• _Task statement_:
Begin your copy at the line that contains "Input: one rendered map. What" and carry it on, exactly, to the last line of the material below.

□ □ □ □ □

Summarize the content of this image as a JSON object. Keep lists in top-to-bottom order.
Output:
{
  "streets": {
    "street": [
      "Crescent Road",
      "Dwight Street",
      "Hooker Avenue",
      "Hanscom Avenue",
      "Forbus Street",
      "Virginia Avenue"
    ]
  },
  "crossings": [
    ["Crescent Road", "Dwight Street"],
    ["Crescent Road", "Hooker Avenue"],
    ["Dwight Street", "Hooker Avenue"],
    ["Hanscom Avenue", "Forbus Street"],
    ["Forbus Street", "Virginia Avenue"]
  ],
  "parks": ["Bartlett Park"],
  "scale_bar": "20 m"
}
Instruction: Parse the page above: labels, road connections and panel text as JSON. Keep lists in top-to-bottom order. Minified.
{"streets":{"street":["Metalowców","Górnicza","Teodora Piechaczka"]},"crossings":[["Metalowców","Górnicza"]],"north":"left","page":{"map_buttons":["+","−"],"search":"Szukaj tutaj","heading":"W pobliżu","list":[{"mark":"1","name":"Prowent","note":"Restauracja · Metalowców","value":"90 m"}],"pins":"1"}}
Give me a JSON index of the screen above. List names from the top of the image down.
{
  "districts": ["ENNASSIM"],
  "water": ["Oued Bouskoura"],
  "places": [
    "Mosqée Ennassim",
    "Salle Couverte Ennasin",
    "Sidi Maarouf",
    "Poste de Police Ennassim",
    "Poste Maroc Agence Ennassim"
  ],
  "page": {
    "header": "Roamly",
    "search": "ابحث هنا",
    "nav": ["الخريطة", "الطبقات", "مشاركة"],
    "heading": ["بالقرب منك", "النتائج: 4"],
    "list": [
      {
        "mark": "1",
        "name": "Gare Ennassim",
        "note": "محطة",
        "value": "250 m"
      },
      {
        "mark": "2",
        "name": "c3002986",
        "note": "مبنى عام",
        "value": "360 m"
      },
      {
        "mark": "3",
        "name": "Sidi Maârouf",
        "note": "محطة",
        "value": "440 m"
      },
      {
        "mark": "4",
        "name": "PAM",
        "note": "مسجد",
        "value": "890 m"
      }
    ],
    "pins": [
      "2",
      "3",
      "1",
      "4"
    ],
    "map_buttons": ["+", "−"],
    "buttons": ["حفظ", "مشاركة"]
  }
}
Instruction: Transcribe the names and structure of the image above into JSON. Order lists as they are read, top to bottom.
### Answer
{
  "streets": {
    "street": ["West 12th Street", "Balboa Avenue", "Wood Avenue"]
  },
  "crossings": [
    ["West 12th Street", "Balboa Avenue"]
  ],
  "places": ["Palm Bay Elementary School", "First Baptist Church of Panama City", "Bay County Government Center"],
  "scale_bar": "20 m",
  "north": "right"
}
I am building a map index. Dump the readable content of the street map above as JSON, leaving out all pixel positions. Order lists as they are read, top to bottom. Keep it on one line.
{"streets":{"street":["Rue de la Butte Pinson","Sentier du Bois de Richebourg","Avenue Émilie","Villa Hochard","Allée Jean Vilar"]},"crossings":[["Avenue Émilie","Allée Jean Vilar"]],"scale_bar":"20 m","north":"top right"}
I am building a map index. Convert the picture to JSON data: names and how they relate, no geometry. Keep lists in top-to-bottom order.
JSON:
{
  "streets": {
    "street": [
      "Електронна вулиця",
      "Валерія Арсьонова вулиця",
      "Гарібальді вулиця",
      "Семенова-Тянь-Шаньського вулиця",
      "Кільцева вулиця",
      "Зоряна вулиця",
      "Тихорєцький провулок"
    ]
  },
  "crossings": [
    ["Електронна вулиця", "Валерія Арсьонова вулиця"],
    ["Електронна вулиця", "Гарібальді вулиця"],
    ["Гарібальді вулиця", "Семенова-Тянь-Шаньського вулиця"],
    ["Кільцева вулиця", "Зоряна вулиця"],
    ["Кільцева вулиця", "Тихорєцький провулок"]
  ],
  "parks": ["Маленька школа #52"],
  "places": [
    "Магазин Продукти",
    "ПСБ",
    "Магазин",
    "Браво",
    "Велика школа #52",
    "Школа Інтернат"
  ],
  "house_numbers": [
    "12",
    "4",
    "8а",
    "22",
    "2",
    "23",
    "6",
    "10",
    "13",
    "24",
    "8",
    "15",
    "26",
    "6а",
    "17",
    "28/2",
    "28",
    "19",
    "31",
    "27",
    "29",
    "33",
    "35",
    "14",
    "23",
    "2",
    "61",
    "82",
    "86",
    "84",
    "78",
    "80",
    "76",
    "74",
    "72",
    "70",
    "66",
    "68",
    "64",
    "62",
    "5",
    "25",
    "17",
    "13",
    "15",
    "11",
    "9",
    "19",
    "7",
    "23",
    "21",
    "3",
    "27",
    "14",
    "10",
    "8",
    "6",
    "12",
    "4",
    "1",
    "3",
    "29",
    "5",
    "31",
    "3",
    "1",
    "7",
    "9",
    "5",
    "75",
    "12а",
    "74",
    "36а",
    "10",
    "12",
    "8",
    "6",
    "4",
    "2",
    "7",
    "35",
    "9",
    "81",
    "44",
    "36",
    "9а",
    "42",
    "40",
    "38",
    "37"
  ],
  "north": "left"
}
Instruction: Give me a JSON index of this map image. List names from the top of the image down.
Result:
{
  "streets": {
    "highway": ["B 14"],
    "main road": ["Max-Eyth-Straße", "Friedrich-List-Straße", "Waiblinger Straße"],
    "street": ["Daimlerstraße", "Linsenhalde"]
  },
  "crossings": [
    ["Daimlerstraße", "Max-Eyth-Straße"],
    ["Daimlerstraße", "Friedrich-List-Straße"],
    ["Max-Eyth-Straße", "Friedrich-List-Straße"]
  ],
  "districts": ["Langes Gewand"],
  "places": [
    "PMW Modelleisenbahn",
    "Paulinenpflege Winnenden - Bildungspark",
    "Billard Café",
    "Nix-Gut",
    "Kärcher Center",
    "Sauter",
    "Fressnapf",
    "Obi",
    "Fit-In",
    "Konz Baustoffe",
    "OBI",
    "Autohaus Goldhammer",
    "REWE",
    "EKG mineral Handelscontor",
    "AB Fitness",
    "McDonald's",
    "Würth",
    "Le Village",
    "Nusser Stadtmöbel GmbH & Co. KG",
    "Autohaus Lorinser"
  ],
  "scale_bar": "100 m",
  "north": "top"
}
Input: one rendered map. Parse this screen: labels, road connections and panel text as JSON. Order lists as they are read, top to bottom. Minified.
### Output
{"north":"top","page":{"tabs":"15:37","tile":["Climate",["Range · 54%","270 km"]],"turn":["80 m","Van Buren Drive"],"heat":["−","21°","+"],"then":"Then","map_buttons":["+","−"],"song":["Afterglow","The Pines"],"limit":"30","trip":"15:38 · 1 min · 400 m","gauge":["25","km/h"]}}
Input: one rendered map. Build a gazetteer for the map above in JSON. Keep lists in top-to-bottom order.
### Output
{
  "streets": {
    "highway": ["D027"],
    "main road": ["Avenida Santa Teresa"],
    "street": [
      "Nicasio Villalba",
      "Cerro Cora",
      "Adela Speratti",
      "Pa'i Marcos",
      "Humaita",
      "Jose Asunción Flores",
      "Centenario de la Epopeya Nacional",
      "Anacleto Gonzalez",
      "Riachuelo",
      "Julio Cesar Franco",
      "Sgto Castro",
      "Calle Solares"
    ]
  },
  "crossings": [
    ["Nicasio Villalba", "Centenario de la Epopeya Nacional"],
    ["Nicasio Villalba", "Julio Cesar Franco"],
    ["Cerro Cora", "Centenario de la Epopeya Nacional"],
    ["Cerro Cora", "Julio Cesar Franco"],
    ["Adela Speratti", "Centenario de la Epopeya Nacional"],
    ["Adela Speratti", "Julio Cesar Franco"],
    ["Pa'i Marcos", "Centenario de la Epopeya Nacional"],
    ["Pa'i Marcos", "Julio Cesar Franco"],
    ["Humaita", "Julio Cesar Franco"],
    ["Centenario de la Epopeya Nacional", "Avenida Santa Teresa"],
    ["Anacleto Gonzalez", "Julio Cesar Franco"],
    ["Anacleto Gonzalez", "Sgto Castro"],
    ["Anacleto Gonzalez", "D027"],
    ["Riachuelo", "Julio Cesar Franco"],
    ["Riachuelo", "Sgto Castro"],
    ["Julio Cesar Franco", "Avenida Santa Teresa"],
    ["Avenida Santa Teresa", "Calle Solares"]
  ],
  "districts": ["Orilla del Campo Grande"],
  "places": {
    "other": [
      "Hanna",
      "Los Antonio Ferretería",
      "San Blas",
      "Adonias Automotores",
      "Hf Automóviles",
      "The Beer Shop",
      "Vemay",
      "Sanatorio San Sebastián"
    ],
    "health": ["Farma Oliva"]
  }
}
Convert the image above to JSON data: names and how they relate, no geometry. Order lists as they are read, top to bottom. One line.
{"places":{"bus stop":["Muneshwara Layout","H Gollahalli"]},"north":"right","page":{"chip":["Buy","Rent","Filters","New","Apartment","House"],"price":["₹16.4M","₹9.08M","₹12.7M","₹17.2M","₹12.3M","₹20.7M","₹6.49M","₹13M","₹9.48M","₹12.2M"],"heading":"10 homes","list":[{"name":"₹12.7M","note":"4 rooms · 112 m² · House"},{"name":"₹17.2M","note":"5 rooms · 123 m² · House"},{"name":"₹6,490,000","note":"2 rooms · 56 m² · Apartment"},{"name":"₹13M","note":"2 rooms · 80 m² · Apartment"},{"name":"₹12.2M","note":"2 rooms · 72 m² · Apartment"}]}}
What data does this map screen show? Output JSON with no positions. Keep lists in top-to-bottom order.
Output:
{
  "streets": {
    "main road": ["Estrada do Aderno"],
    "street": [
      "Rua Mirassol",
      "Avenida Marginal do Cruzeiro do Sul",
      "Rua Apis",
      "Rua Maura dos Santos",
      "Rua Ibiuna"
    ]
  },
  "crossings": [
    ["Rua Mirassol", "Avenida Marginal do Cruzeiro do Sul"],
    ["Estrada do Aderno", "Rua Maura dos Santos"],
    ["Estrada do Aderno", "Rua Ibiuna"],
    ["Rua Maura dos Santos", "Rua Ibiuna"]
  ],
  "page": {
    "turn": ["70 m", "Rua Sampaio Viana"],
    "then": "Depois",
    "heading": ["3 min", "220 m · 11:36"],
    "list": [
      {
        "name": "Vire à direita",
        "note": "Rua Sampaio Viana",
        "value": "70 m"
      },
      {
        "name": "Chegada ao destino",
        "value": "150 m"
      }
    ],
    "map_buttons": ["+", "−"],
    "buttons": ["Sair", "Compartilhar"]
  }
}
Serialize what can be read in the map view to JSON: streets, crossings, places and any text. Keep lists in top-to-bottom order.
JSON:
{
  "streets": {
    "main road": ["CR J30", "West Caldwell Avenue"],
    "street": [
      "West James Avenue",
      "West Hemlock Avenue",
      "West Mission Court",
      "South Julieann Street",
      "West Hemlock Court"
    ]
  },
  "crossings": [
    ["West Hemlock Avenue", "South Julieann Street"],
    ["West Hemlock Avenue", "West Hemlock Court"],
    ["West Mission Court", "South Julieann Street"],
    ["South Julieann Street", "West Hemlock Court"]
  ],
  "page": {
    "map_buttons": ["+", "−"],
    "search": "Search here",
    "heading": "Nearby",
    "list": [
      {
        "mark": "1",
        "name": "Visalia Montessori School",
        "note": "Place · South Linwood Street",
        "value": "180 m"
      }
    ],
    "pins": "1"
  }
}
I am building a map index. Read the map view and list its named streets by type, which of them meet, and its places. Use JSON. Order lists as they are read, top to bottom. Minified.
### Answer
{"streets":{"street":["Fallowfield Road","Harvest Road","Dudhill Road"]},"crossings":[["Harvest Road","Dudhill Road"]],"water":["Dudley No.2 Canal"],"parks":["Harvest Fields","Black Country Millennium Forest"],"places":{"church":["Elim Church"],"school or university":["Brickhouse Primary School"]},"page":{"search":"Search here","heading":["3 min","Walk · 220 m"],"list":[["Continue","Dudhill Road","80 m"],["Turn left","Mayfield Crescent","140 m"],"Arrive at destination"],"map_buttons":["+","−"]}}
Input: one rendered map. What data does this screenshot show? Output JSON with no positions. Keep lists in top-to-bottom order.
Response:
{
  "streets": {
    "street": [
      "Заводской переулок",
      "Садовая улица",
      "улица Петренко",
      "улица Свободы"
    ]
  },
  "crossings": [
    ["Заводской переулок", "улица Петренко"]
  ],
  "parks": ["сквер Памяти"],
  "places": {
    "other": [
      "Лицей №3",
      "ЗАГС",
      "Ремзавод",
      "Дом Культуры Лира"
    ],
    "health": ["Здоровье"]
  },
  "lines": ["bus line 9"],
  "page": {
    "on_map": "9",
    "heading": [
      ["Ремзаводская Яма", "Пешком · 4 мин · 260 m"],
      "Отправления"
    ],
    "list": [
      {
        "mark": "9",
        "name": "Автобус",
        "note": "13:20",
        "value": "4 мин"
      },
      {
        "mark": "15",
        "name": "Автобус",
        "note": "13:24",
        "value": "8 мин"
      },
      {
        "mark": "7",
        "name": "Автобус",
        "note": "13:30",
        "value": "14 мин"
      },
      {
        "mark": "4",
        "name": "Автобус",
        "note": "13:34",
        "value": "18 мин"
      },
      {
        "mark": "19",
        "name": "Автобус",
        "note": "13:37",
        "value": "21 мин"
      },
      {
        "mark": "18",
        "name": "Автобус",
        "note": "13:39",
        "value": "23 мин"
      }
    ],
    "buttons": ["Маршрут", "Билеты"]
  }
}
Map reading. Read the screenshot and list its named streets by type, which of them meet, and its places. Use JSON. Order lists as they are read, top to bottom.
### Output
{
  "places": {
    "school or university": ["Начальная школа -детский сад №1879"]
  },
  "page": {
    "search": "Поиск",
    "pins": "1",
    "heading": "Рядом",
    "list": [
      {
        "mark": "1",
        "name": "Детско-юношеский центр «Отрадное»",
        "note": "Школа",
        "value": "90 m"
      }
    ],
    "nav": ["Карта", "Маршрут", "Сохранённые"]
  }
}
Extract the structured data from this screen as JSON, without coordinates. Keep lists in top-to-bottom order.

□ □ □ □ □

• _Answer to this exercise_:
Input: one rendered map. What data does this screenshot show? Output JSON with no positions. Keep lists in top-to-bottom order.
Response:
{
  "streets": {
    "street": [
      "Заводской переулок",
      "Садовая улица",
      "улица Петренко",
      "улица Свободы"
    ]
  },
  "crossings": [
    ["Заводской переулок", "улица Петренко"]
  ],
  "parks": ["сквер Памяти"],
  "places": {
    "other": [
      "Лицей №3",
      "ЗАГС",
      "Ремзавод",
      "Дом Культуры Лира"
    ],
    "health": ["Здоровье"]
  },
  "lines": ["bus line 9"],
  "page": {
    "on_map": "9",
    "heading": [
      ["Ремзаводская Яма", "Пешком · 4 мин · 260 m"],
      "Отправления"
    ],
    "list": [
      {
        "mark": "9",
        "name": "Автобус",
        "note": "13:20",
        "value": "4 мин"
      },
      {
        "mark": "15",
        "name": "Автобус",
        "note": "13:24",
        "value": "8 мин"
      },
      {
        "mark": "7",
        "name": "Автобус",
        "note": "13:30",
        "value": "14 мин"
      },
      {
        "mark": "4",
        "name": "Автобус",
        "note": "13:34",
        "value": "18 мин"
      },
      {
        "mark": "19",
        "name": "Автобус",
        "note": "13:37",
        "value": "21 мин"
      },
      {
        "mark": "18",
        "name": "Автобус",
        "note": "13:39",
        "value": "23 мин"
      }
    ],
    "buttons": ["Маршрут", "Билеты"]
  }
}
Map reading. Read the screenshot and list its named streets by type, which of them meet, and its places. Use JSON. Order lists as they are read, top to bottom.
### Output
{
  "places": {
    "school or university": ["Начальная школа -детский сад №1879"]
  },
  "page": {
    "search": "Поиск",
    "pins": "1",
    "heading": "Рядом",
    "list": [
      {
        "mark": "1",
        "name": "Детско-юношеский центр «Отрадное»",
        "note": "Школа",
        "value": "90 m"
      }
    ],
    "nav": ["Карта", "Маршрут", "Сохранённые"]
  }
}
Extract the structured data from this screen as JSON, without coordinates. Keep lists in top-to-bottom order.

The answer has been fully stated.